» Exercise: Pick out all lines with the word "tertiary" from the records that follow.

···

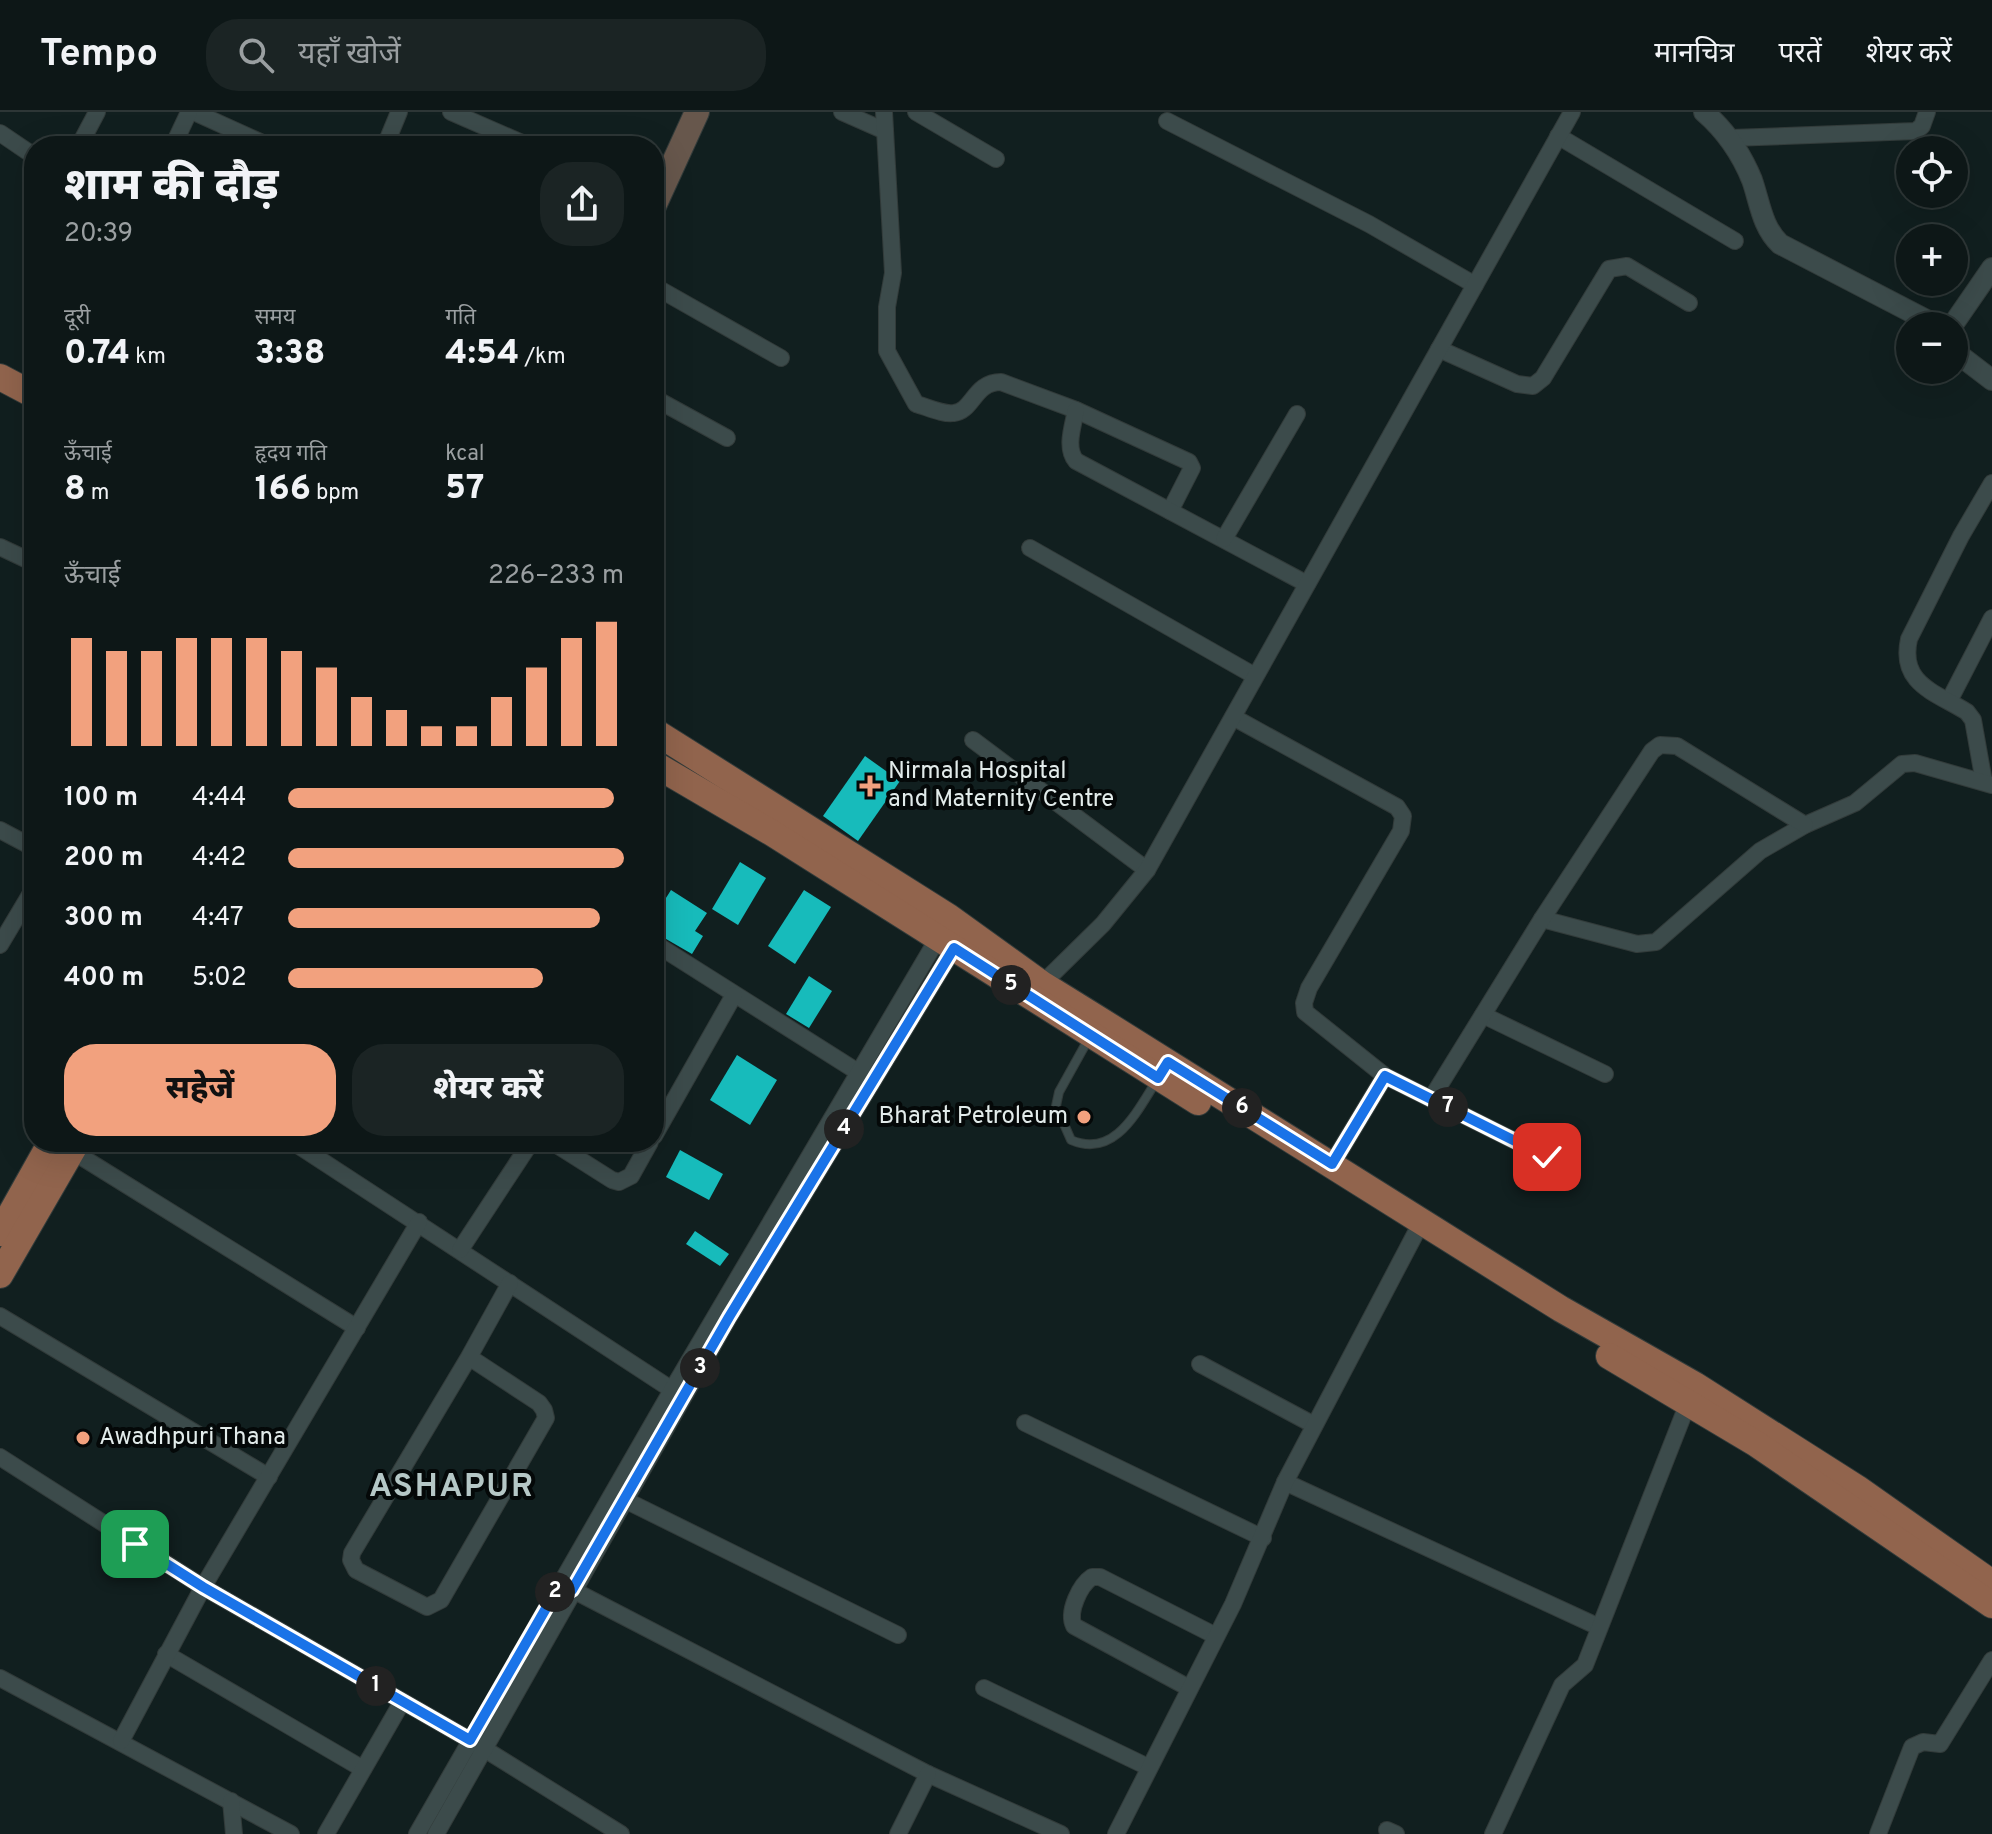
<!DOCTYPE html>
<html lang="hi">
<meta charset="utf-8">
<style>
body{margin:0;font-family:Overpass,"Noto Sans Devanagari",sans-serif;background:#1b2424;color:#f1f3f6;height:100vh;display:flex;flex-direction:column;font-size:30px;white-space:nowrap}
*{box-sizing:border-box;margin:0}
p{font-size:26px;color:#9a9fa1}
.icon{flex:none;width:44px;height:44px;fill:none;stroke:currentColor;stroke-width:2;stroke-linecap:round;stroke-linejoin:round}
.map{position:relative;flex:1;overflow:hidden}
.sheet{position:absolute;left:24px;top:24px;width:640px;height:1016px;display:flex;flex-direction:column;background:#0d1717;border-radius:32px;box-shadow:0 8px 32px #0002,0 0 0 2px #2d3636}
.sheet>*{flex:none}
.controls{position:absolute;left:1896px;top:24px;display:grid;gap:16px}
.controls a{display:grid;place-items:center;width:72px;height:72px;border-radius:50%;background:#0d1717;box-shadow:0 8px 32px #0002,0 0 0 2px #2d3636;font-size:40px}
.pin{position:absolute;display:grid;place-items:center;width:68px;height:68px;color:#fff;margin:-34px;border-radius:16px;box-shadow:0 4px 12px #0006}
.km{position:absolute;width:40px;height:40px;margin:-20px;border-radius:50%;background:#222;color:#fff;font-size:22px;line-height:40px;text-align:center}
.round{display:grid;place-items:center;flex:none;width:84px;height:84px;border-radius:32px;background:#1b2424}
.headline{display:flex;align-items:center;justify-content:space-between;height:136px;padding:0 40px}
h1{font-size:44px;font-weight:800;line-height:60px}
.stats{display:grid;grid-template-columns:repeat(3,1fr);gap:12px;height:136px;padding:8px 40px}
.stats div{display:grid;align-content:center}
.stats b{font-size:34px;font-weight:800}
.stats small{font-size:22px;font-weight:400}
.stats p{font-size:22px}
.chart{height:224px;padding:16px 40px}
.chart p{display:flex;justify-content:space-between}
.chart svg{width:100%;height:144px;margin-top:8px;stroke:#f2a17e;stroke-width:6}
.primary-button{display:flex;gap:16px;margin-top:auto;padding:16px 40px}
.primary-button a{flex:1;height:92px;border-radius:32px;background:#f2a17e;color:#111;font-size:32px;font-weight:800;line-height:92px;text-align:center}
.primary-button a+a{background:#1b2424;color:#f1f3f6}
ul{padding:0 40px;list-style:none;font-size:26px}
li{display:grid;grid-template-columns:128px 96px 1fr;align-items:center;height:60px}
li i{height:20px;border-radius:10px;background:#f2a17e}
header{display:flex;align-items:center;gap:48px;box-sizing:border-box;height:112px;padding:0 40px;background:#0d1717;border-bottom:2px solid #2d3636}
header strong{font-size:38px}
nav{display:flex;gap:44px;margin-inline-start:auto;font-size:28px}
.search{width:560px;height:72px;background:#1b2424;display:flex;align-items:center;gap:20px;box-sizing:border-box;padding:0 28px;border-radius:32px;color:#9a9fa1;font-size:30px}
.map>svg:first-child{display:block}
</style>
<header>
<strong>Tempo</strong>
<div class="search"><svg class="icon" aria-label="search" viewBox="0 0 24 24"><circle cx="10" cy="10" r="6"/><path d="M15 15l6 6"/></svg>यहाँ खोजें</div>
<nav><a>मानचित्र</a><a>परतें</a><a>शेयर करें</a></nav>
</header>
<div class="map">
<svg width="1992" height="1722" viewBox="0 0 1992 1722">
<rect width="100%" height="100%" fill="#111f1f"/>
<!-- building -->
<g fill="#17bbbb">
<polygon points="865,644 900,669 858,729 823,704"/>
<polygon points="740,750 766,766 738,813 712,797"/>
<polygon points="671,778 707,801 695,819 703,824 692,842 654,820 654,805"/>
<polygon points="804,778 831,795 795,852 768,834"/>
<polygon points="809,864 832,879 809,916 786,902"/>
<polygon points="737,943 777,968 750,1013 710,988"/>
<polygon points="680,1038 723,1062 709,1088 666,1065"/>
<polygon points="695,1119 729,1142 720,1154 686,1132"/>
</g>
<g fill="none" stroke-linecap="round" stroke-linejoin="round">
<!-- service casing -->
<g stroke="#323b3a" stroke-width="10">
<path id="service" d="M1089 926 1059 980 1056 994 1071 1028C1115 1047 1137 999 1157 968"/>
</g>
<!-- minor casing -->
<g stroke="#323b3a" stroke-width="18">
<g id="minor">
<polyline points="194,0 269,34"/>
<polyline points="451,0 529,34"/>
<polyline points="842,0 885,19"/>
<path d="M884 0 893 161 887 195V239L916 292C927 295 944 303 954 301 973 299 974 270 1001 270L1076 298 1189 350 1192 356 1170 399"/>
<polyline points="916,0 996,47"/>
<polyline points="1167,9 1369,112 1475,173"/>
<polyline points="0,21 34,44"/>
<polyline points="1558,24 1735,129"/>
<polyline points="1731,26 1916,19 1922,14 1927,0"/>
<polyline points="79,34 97,0"/>
<polyline points="173,34 189,0"/>
<polyline points="385,34 399,0"/>
<polyline points="654,174 781,246"/>
<polyline points="1439,237 1517,272 1533,274 1543,266 1609,157 1627,154 1689,191"/>
<polyline points="654,286 727,326"/>
<path d="M1076 298C1073 314 1065 336 1076 349L1307 472"/>
<polyline points="1224,427 1297,302"/>
<polyline points="0,435 34,451"/>
<polyline points="1030,436 1255,564"/>
<polyline points="1949,589 1992,506"/>
<polyline points="1233,605 1397,695 1403,704 1401,719 1309,876 1304,891 1305,900 1385,964 1547,1045"/>
<polyline points="973,628 1147,758"/>
<path d="M1984 670 1973 608 1967 600C1935 580 1899 572 1909 527L1961 424 1992 371"/>
<polyline points="0,718 34,736"/>
<polyline points="1542,807 1637,832 1656,830 1760,739 1805,713 1855,691 1902,652 1915,651 1992,673"/>
<polyline points="654,831 869,967"/>
<polyline points="0,833 34,776"/>
<polyline points="1042,872 1103,812 1147,758 1572,0"/>
<polyline points="1483,903 1605,962"/>
<polyline points="1431,987 1542,807 1652,639 1660,633 1677,634 1805,713"/>
<polyline points="654,1024 734,883"/>
<polyline points="293,1030 680,1283"/>
<polyline points="552,1030 612,1068 619,1070 631,1064 650,1030"/>
<polyline points="72,1039 357,1216"/>
<polyline points="1332,1052 1385,964"/>
<polyline points="460,1138 531,1030"/>
<polyline points="0,1204 269,1365"/>
<polyline points="469,1245 539,1291 544,1298 546,1306 441,1488 427,1495 356,1458 351,1448 352,1441 469,1245 510,1171"/>
<polyline points="1200,1252 1314,1313"/>
<polyline points="1025,1311 1263,1426"/>
<polyline points="0,1345 203,1475 470,1628 621,1722"/>
<polyline points="1285,1370 1599,1515"/>
<polyline points="625,1388 898,1523"/>
<polyline points="565,1474 928,1662 1061,1722"/>
<polyline points="166,1542 363,1657"/>
<polyline points="0,1566 291,1722"/>
<polyline points="984,1576 1148,1655"/>
<path d="M1189 1576 1074 1514C1067 1500 1080 1473 1092 1465H1100L1216 1524"/>
<polyline points="121,1629 203,1475 419,1110"/>
<polyline points="231,1689 234,1722"/>
<polyline points="1387,1718 1396,1722"/>
<polyline points="326,1722 402,1590"/>
<polyline points="417,1722 672,1278 938,826"/>
<polyline points="436,1722 729,1205 954,836"/>
<polyline points="898,1722 928,1662"/>
<polyline points="1116,1722 1233,1492 1285,1370 1422,1109"/>
<polyline points="1493,1722 1562,1573 1585,1553 1690,1286"/>
<polyline points="1878,1722 1912,1635 1923,1630 1940,1632 1992,1548"/>
</g>
</g>
<!-- tertiary casing -->
<g stroke="#323b3a" stroke-width="22">
<g id="tertiary">
<path d="M1704 0C1726 19 1741 41 1752 68 1760 91 1762 115 1780 132L1938 214"/>
<polyline points="1952,214 1992,156"/>
<polyline points="1954,239 1992,268"/>
</g>
</g>
<!-- secondary casing -->
<g stroke="#323b3a" stroke-width="26">
<polyline id="secondary" points="654,94 697,0"/>
</g>
<!-- primary casing -->
<g stroke="#323b3a" stroke-width="28">
<g id="primary">
<polyline points="0,265 34,283"/>
<polyline points="654,619 949,805 1042,872 1100,908 1561,1197 1695,1273 1857,1376 1992,1471"/>
<polyline points="654,652 772,721 1198,990"/>
<polyline points="0,1121 51,1030"/>
<polyline points="0,1163 77,1030"/>
<polyline points="1609,1244 1755,1331 1992,1493"/>
</g>
</g>
<!-- service -->
<use href="#service" stroke="#3c4b4b" stroke-width="8"/>
<!-- minor -->
<use href="#minor" stroke="#3c4b4b" stroke-width="16"/>
<!-- tertiary -->
<use href="#tertiary" stroke="#3c4b4b" stroke-width="20"/>
<!-- secondary -->
<use href="#secondary" stroke="#67574c" stroke-width="24"/>
<!-- primary -->
<use href="#primary" stroke="#91644d" stroke-width="26"/>
</g>
<g fill="none" stroke-linecap="round" stroke-linejoin="round">
<!-- route casing -->
<g stroke="#fff" stroke-width="16">
<polyline id="route" points="135,1432 203,1475 470,1628 560,1472 572,1478 729,1205 954,836 1158,966 1168,950 1332,1052 1385,964 1547,1045"/>
</g>
<!-- route -->
<use href="#route" stroke="#1a73e8" stroke-width="10"/>
</g>
<!-- markers -->
<g fill="#f2a17e" stroke="#040808" stroke-width="3">
<path d="M866 662h8v8h8v8h-8v8h-8v-8h-8v-8h8z"/>
<circle cx="1084" cy="1005" r="8"/>
<circle cx="83" cy="1326" r="8"/>
</g>
<g text-anchor="middle" dominant-baseline="central" stroke-width="8" stroke-linejoin="round" paint-order="stroke">
<!-- poi labels -->
<g font-size="24" fill="#e2ebea" stroke="#040808" text-anchor="start">
<text x="888" y="660">Nirmala Hospital<tspan x="888" dy="28">and Maternity Centre</tspan></text>
<text x="1068" y="1005" text-anchor="end">Bharat Petroleum</text>
<text x="99" y="1326">Awadhpuri Thana</text>
</g>
<!-- district labels -->
<g font-size="32" font-weight="bold" letter-spacing="2" fill="#b5c7c6" stroke="#040808">
<text x="452" y="1376">ASHAPUR</text>
</g>
</g>
</svg>
<div class="controls">
<a><svg class="icon" aria-label="locate" viewBox="0 0 24 24"><circle cx="12" cy="12" r="6"/><path d="M12 2v4M12 18v4M2 12h4M18 12h4"/></svg></a>
<a>+</a>
<a>−</a>
</div>
<div class="pin" style="left:135px;top:1432px;background:#1e9e55"><svg class="icon" aria-label="arrive" viewBox="0 0 24 24"><path d="M6 21V4h12l-3 4 3 4H6"/></svg></div>
<div class="pin" style="left:1547px;top:1045px;background:#d93025"><svg class="icon" aria-label="check" viewBox="0 0 24 24"><path d="M5 12l5 5 9-10"/></svg></div>
<b class="km" style="left:376px;top:1574px">1</b>
<b class="km" style="left:555px;top:1480px">2</b>
<b class="km" style="left:700px;top:1256px">3</b>
<b class="km" style="left:844px;top:1017px">4</b>
<b class="km" style="left:1011px;top:873px">5</b>
<b class="km" style="left:1242px;top:996px">6</b>
<b class="km" style="left:1448px;top:995px">7</b>
<section class="sheet">
<div class="headline"><div><h1>शाम की दौड़</h1><p>20:39</p></div><a class="round"><svg class="icon" aria-label="share" viewBox="0 0 24 24"><path d="M12 15V3M7 8l5-5 5 5M5 13v7h14v-7"/></svg></a></div>
<div class="stats">
<div><p>दूरी</p><b>0.74<small> km</small></b></div>
<div><p>समय</p><b>3:38</b></div>
<div><p>गति</p><b>4:54<small> /km</small></b></div>
</div>
<div class="stats">
<div><p>ऊँचाई</p><b>8<small> m</small></b></div>
<div><p>हृदय गति</p><b>166<small> bpm</small></b></div>
<div><p>kcal</p><b>57</b></div>
</div>
<div class="chart"><p><span>ऊँचाई</span>226–233 m</p>
<svg viewBox="0 0 160 44" preserveAspectRatio="none"><path d="M5 44V11M15 44V15M25 44V15M35 44V11M45 44V11M55 44V11M65 44V15M75 44V20M85 44V29M95 44V33M105 44V38M115 44V38M125 44V29M135 44V20M145 44V11M155 44V6"/></svg>
</div>
<ul>
<li><b>100 m</b>4:44<i style="width:97%"></i></li>
<li><b>200 m</b>4:42<i style="width:100%"></i></li>
<li><b>300 m</b>4:47<i style="width:93%"></i></li>
<li><b>400 m</b>5:02<i style="width:76%"></i></li>
</ul>
<div class="primary-button"><a>सहेजें</a><a>शेयर करें</a></div>
</section>
</div>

···

» Finished task:
<!-- tertiary casing -->
<g id="tertiary">
<!-- tertiary -->
<use href="#tertiary" stroke="#3c4b4b" stroke-width="20"/>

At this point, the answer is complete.